The FIU’s enforcement push is being positioned as part of a broader strategy to standardize AML expectations and impose uniform penalties on major exchanges to avoid perceptions of regulatory arbitrage. By tightening KYC controls and suspicious activity reporting, authorities aim to curb the use of domestic platforms for money laundering, fraud proceeds, and illicit cross‑border flows.

Officials have also highlighted the need to close compliance gaps ahead of the full implementation of South Korea’s new virtual asset framework, which is set to introduce stricter investor‑protection norms and governance requirements for VASPs. In this context, the current AML actions are viewed as a foundation for a more mature, institution‑grade crypto trading environment.

Exchange and market reactions

While Korbit, GOPAX, Bithumb, and Coinone have not publicly disclosed detailed positions on the pending sanctions, local commentary suggests that the exchanges are enhancing internal compliance resources and technology in anticipation of regulatory orders. Market participants expect platforms to invest in upgraded KYC utilities, automated monitoring tools, and strengthened compliance teams to satisfy future FIU audits.

Traders and institutional participants are watching closely for clarity on whether any penalties will involve outright suspension of core services or be limited to targeted restrictions, such as on new customer registrations. Some analysts caution that severe sanctions could temporarily disrupt liquidity and trading volumes on affected platforms, even as the long‑term impact may be positive if stronger oversight boosts institutional confidence.

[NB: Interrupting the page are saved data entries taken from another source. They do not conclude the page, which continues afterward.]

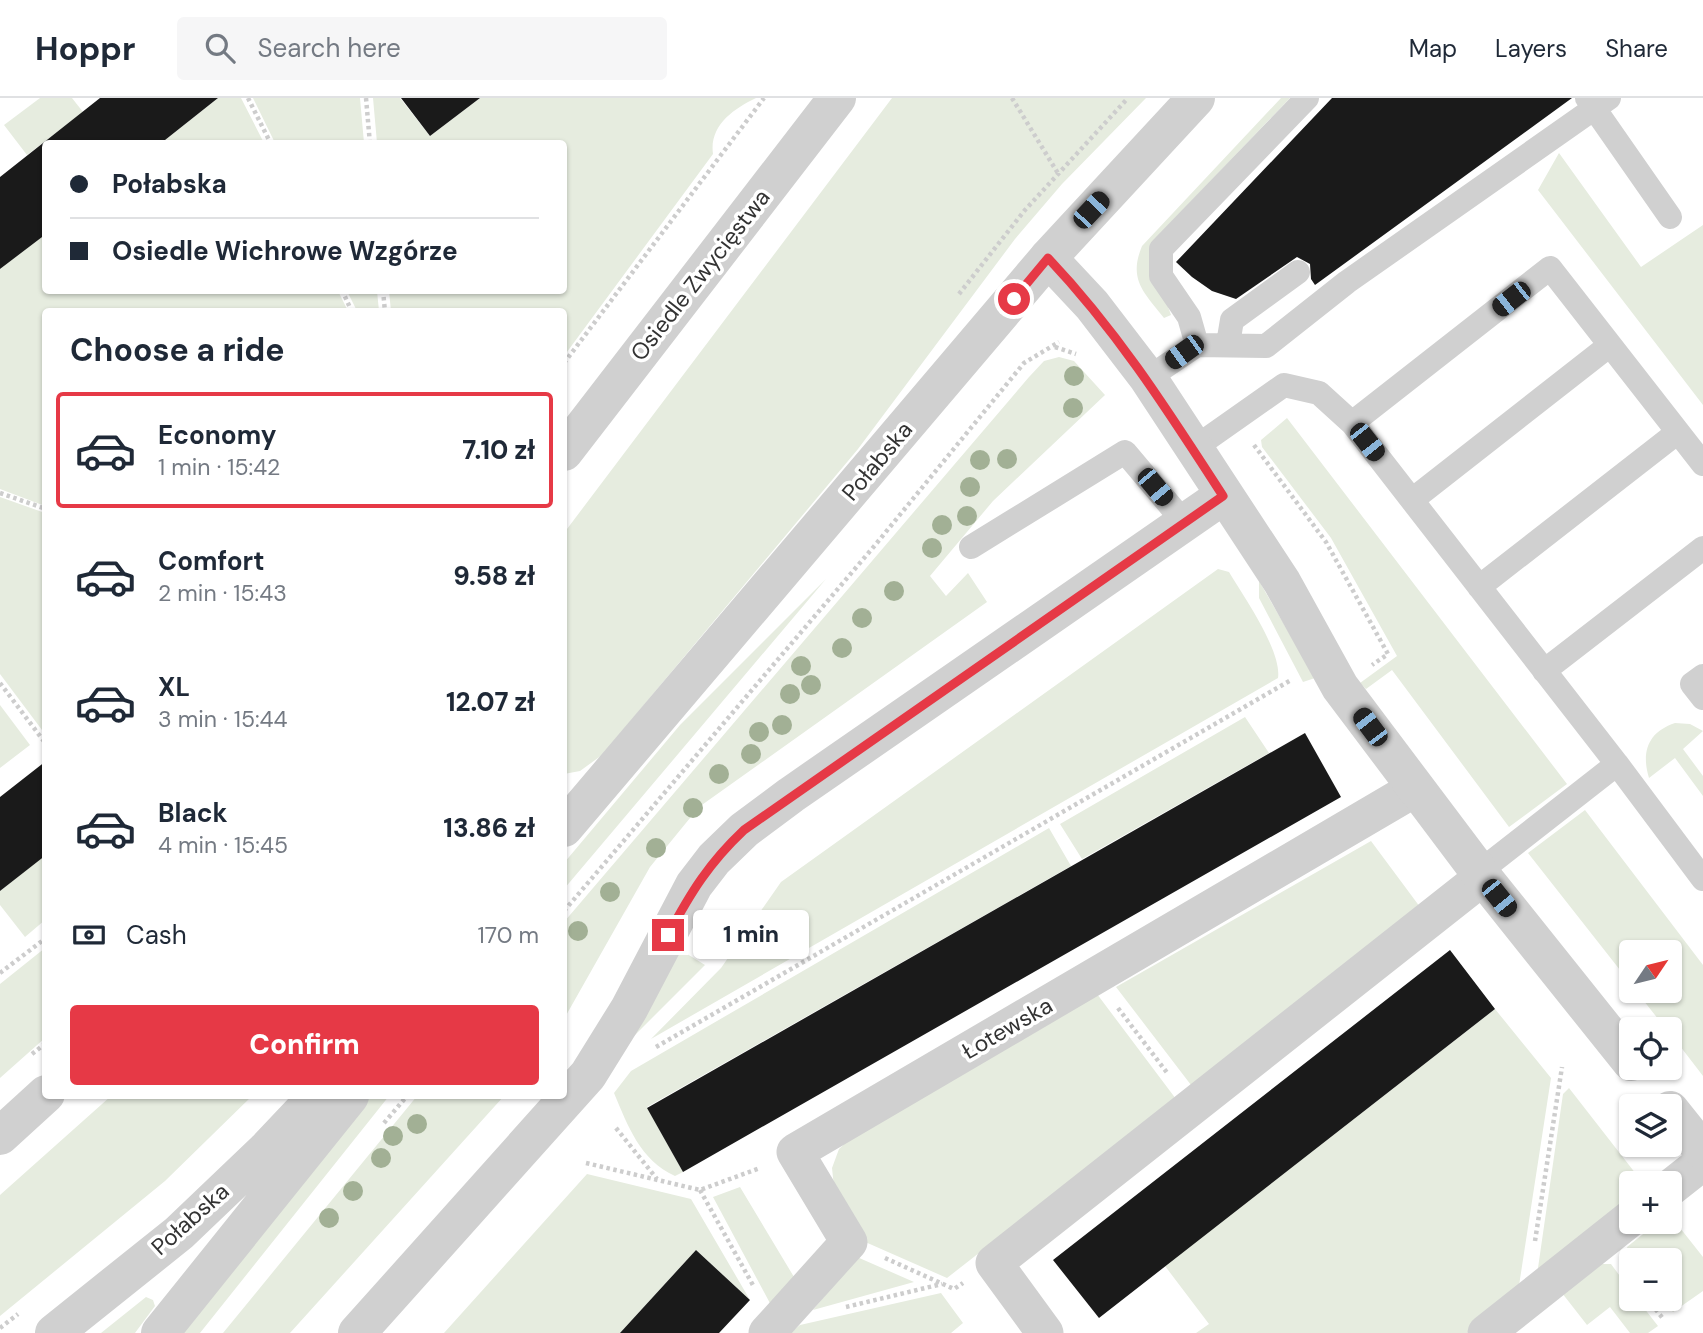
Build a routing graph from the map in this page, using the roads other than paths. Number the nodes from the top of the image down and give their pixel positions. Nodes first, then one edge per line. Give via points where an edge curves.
1 (836, 98) edge
2 (1196, 98) edge
3 (1307, 98) edge
4 (1596, 101) edge
5 (1670, 217) dead end
6 (1048, 258) junction
7 (1298, 272) dead end
8 (1228, 344) junction
9 (1197, 345) junction
10 (1610, 345) junction
11 (1148, 378) junction
12 (1352, 423) junction
13 (1678, 432) junction
14 (567, 448) edge
15 (1193, 449) junction
16 (1703, 464) edge
17 (1223, 496) junction
18 (1412, 500) junction
19 (1184, 522) junction
20 (971, 547) dead end
21 (1703, 548) edge
22 (1479, 587) junction
23 (1544, 671) junction
24 (1703, 676) edge
25 (1703, 698) edge
26 (1617, 764) junction
27 (1416, 788) junction
28 (567, 824) edge
29 (1481, 875) junction
30 (1703, 879) edge
31 (1619, 1047) edge
32 (1646, 1080) edge
33 (1657, 1094) edge
34 (42, 1098) edge
35 (567, 1098) edge
36 (314, 1099) edge
37 (348, 1099) edge
38 (567, 1099) edge
39 (1682, 1126) edge
40 (0, 1136) edge
41 (1703, 1152) edge
42 (1703, 1162) edge
43 (1682, 1179) edge
44 (1619, 1227) edge
45 (54, 1333) edge
46 (160, 1333) edge
47 (357, 1333) edge
48 (767, 1333) edge
49 (1045, 1333) edge
50 (1486, 1333) edge

1 - 14 street, Osiedle Zwycięstwa
2 - 6 street, Połabska
3 - 9 lane via 1161,249 1161,276 1189,317
4 - 5 lane
4 - 8 lane via 1266,346
6 - 11 street via 1092,305
6 - 28 street, Połabska
7 - 8 lane via 1232,320
8 - 9 lane
9 - 11 lane
10 - 12 lane via 1550,268
10 - 13 lane
10 - 18 lane
11 - 15 street
12 - 15 lane via 1319,393 1284,385
12 - 18 lane
13 - 16 lane
13 - 22 lane
15 - 17 street
17 - 19 street
17 - 27 street via 1282,582 1340,687
18 - 22 lane
19 - 20 lane via 1125,452
19 - 35 street via 744,830 694,885 629,1009 588,1075
21 - 23 lane
22 - 23 lane
23 - 26 lane
24 - 25 lane via 1692,684
26 - 29 lane
26 - 30 lane
27 - 29 street
27 - 48 street, Łotewska via 795,1152 849,1242
29 - 31 street
29 - 49 street via 994,1263
32 - 33 street
34 - 40 street
36 - 45 street, Połabska via 179,1233
37 - 46 street, Połabska
38 - 47 street
39 - 41 street
42 - 43 street
44 - 50 street

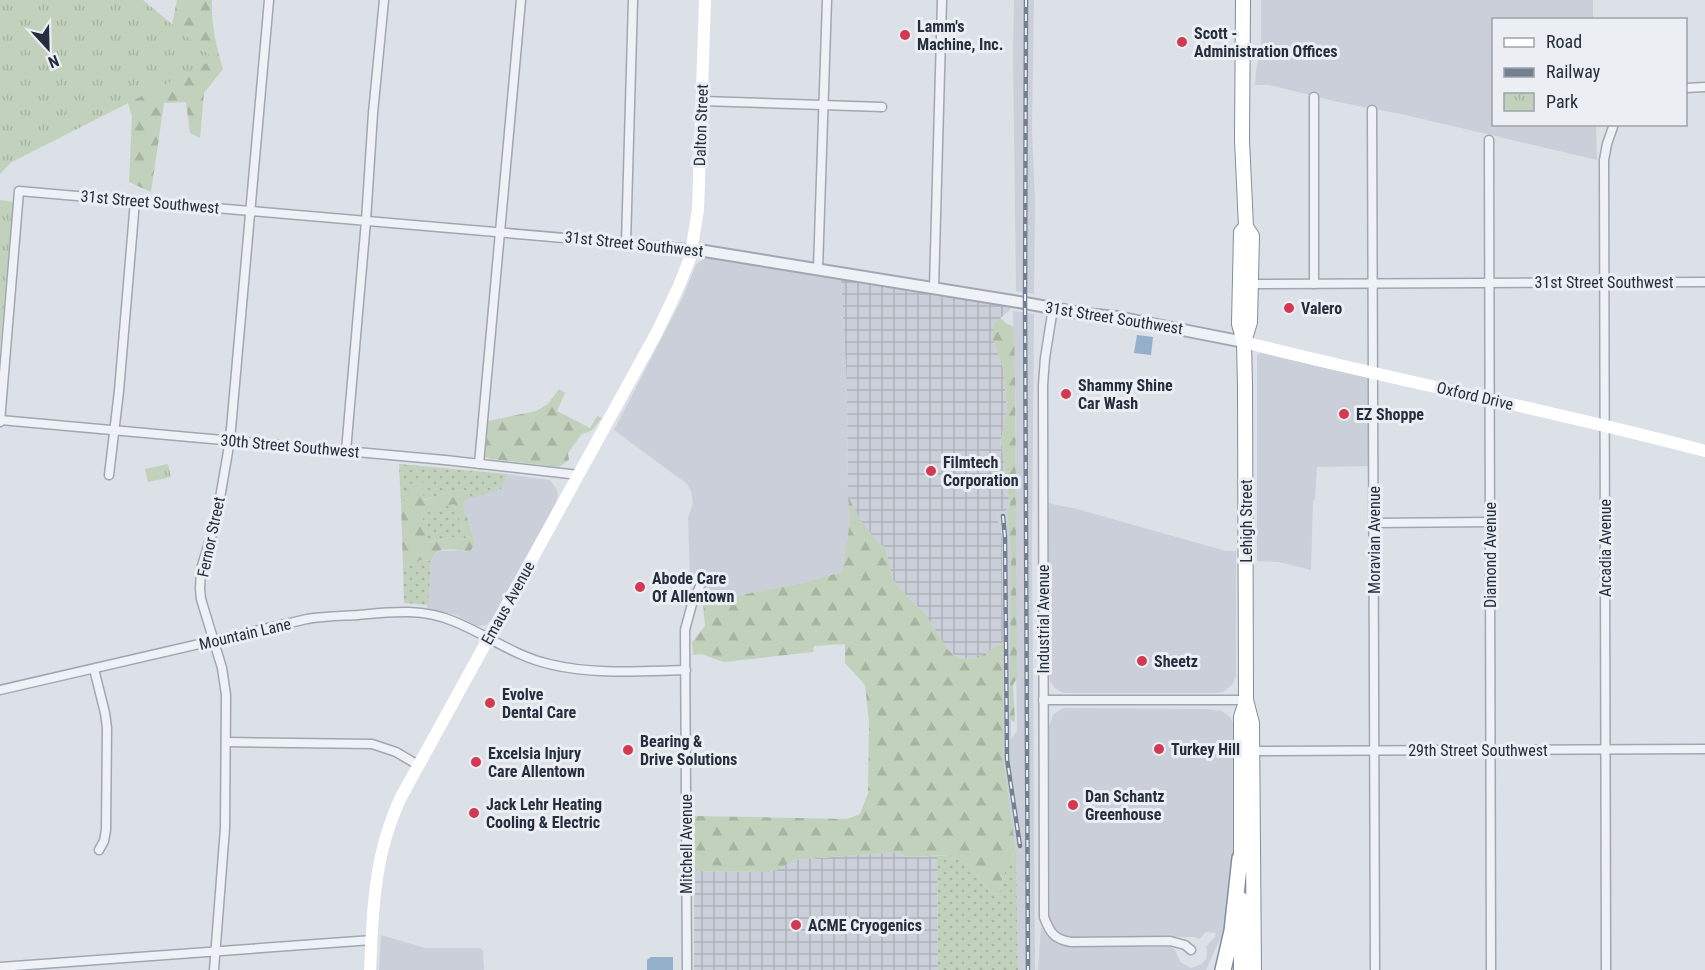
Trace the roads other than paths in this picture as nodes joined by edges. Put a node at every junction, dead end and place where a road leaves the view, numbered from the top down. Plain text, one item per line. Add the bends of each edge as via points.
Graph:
1 (269, 0) edge
2 (384, 0) edge
3 (521, 0) edge
4 (633, 0) edge
5 (705, 0) edge
6 (826, 0) edge
7 (942, 0) edge
8 (1243, 0) edge
9 (1705, 87) edge
10 (1687, 88) edge
11 (1314, 97) dead end
12 (702, 101) junction
13 (824, 105) junction
14 (882, 107) dead end
15 (1372, 110) dead end
16 (1613, 126) edge
17 (1489, 140) dead end
18 (135, 201) junction
19 (251, 211) junction
20 (366, 220) junction
21 (1246, 227) junction
22 (499, 232) junction
23 (626, 243) junction
24 (692, 249) junction
25 (818, 269) junction
26 (1604, 282) junction
27 (1705, 282) edge
28 (1489, 283) junction
29 (1250, 284) junction
30 (1314, 284) junction
31 (1373, 284) junction
32 (934, 288) junction
33 (1053, 308) junction
34 (1244, 342) junction
35 (1373, 373) junction
36 (1489, 399) junction
37 (0, 420) edge
38 (1604, 426) junction
39 (115, 430) junction
40 (230, 440) junction
41 (346, 451) junction
42 (1705, 451) edge
43 (479, 464) junction
44 (579, 475) junction
45 (109, 476) dead end
46 (1490, 522) junction
47 (1374, 523) junction
48 (704, 577) dead end
49 (489, 639) junction
50 (215, 642) junction
51 (94, 669) junction
52 (686, 670) junction
53 (0, 690) edge
54 (1043, 700) junction
55 (1246, 700) junction
56 (226, 742) junction
57 (1605, 749) junction
58 (1705, 749) edge
59 (1375, 750) junction
60 (1490, 750) junction
61 (1252, 751) junction
62 (418, 765) junction
63 (99, 850) dead end
64 (1240, 858) junction
65 (372, 940) junction
66 (1191, 950) dead end
67 (216, 951) junction
68 (0, 958) edge
69 (0, 968) edge
70 (214, 970) edge
71 (370, 970) edge
72 (687, 970) edge
73 (1223, 970) edge
74 (1241, 970) edge
75 (1254, 970) edge
76 (1376, 970) edge
77 (1491, 970) edge
78 (1606, 970) edge

1 - 19 street, Fernor Street
2 - 20 street
3 - 22 street
4 - 23 street
5 - 12 main road, Dalton Street
6 - 13 street
7 - 32 street
8 - 21 highway, Lehigh Street
9 - 10 street
11 - 30 street
12 - 13 street
12 - 24 main road, Dalton Street via 698,210
13 - 14 street
13 - 25 street
15 - 31 street, Moravian Avenue
16 - 26 street, Arcadia Avenue via 1604,160
17 - 28 street, Diamond Avenue
18 - 19 street, 31st Street Southwest
18 - 37 street, 31st Street Southwest via 19,191
18 - 39 street
19 - 20 street, 31st Street Southwest
19 - 40 street, Fernor Street
20 - 22 street, 31st Street Southwest
20 - 41 street
21 - 29 highway, Lehigh Street via 1252,236
21 - 34 highway, Lehigh Street via 1241,232 1239,294 1239,324
22 - 23 street, 31st Street Southwest
22 - 43 street
23 - 24 street, 31st Street Southwest
24 - 25 street, 31st Street Southwest
24 - 44 main road, Emaus Avenue via 657,332
25 - 32 street, 31st Street Southwest
26 - 27 street, 31st Street Southwest
26 - 28 street, 31st Street Southwest
26 - 38 street, Arcadia Avenue
28 - 31 street, 31st Street Southwest
28 - 36 street, Diamond Avenue
29 - 30 street, 31st Street Southwest
29 - 34 highway, Lehigh Street via 1250,322
30 - 31 street, 31st Street Southwest
31 - 35 street, Moravian Avenue
32 - 33 street, 31st Street Southwest
33 - 34 street, 31st Street Southwest
33 - 54 street, Industrial Avenue via 1043,386
34 - 35 main road, Oxford Drive
34 - 55 highway, Lehigh Street
35 - 36 main road, Oxford Drive
35 - 47 street, Moravian Avenue
36 - 38 main road, Oxford Drive
36 - 46 street, Diamond Avenue
37 - 39 street, 30th Street Southwest
38 - 42 main road, Oxford Drive
38 - 57 street, Arcadia Avenue
39 - 40 street, 30th Street Southwest
39 - 45 street
40 - 41 street, 30th Street Southwest
40 - 50 street, Fernor Street via 216,521 201,569 201,599
41 - 43 street, 30th Street Southwest
43 - 44 street, 30th Street Southwest
44 - 49 main road, Emaus Avenue
46 - 47 street
46 - 60 street, Diamond Avenue
47 - 59 street, Moravian Avenue
48 - 52 street, Mitchell Avenue via 685,630
49 - 50 street, Mountain Lane via 444,617 404,611 307,619
49 - 52 street via 527,657 568,668
49 - 62 main road, Emaus Avenue
50 - 51 street, Mountain Lane
50 - 56 street, Fernor Street via 225,687
51 - 53 street, Mountain Lane
51 - 63 street via 107,728 106,830
52 - 72 street, Mitchell Avenue
54 - 55 street
54 - 66 street, Industrial Avenue via 1043,895 1049,930 1059,940 1071,942 1170,941
55 - 61 highway, Lehigh Street via 1252,723
55 - 64 highway, Lehigh Street via 1241,717
56 - 62 street via 372,744
56 - 67 street, Fernor Street via 225,828
57 - 58 street, 29th Street Southwest
57 - 60 street, 29th Street Southwest
57 - 78 street, Arcadia Avenue
59 - 60 street, 29th Street Southwest
59 - 61 street, 29th Street Southwest
59 - 76 street, Moravian Avenue
60 - 77 street, Diamond Avenue
61 - 75 highway, Lehigh Street
62 - 65 main road, Emaus Avenue via 400,799 382,849
64 - 73 highway via 1232,931
64 - 74 highway, Lehigh Street
65 - 67 street
65 - 71 main road, Emaus Avenue
67 - 69 street
67 - 70 street, Fernor Street
68 - 69 street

Implications for compliance officers and VASPs

For compliance officers in South Korea and beyond, the Korbit–GOPAX–Bithumb–Coinone actions underscore regulators’ growing intolerance for “formal” but ineffective AML frameworks. Key risk areas highlighted by the case include insufficient risk‑based customer segmentation, weak alert calibration, inadequate investigation and documentation of alerts, and failures to escalate and report suspicious activity in line with statutory timelines.

The FIU’s first‑in, first‑out sanctions model also signals that early inspection timing does not equate to leniency; rather, it drives the order in which enforcement materializes. Exchanges and other VASPs are being encouraged—implicitly and publicly—to treat on‑site inspections as a start of a continuous supervisory relationship, where remediation must be proactive, well‑documented, and demonstrably effective.

Outlook for South Korea’s crypto regulatory landscape

The forthcoming penalties on Korbit, GOPAX, Bithumb, and Coinone mark one of South Korea’s most extensive enforcement waves against the digital asset sector. As sanctions are finalized into 2026, observers expect the FIU and related agencies to refine their supervisory toolkits, potentially rolling out more frequent inspections, thematic reviews, and data‑driven surveillance of exchange activity.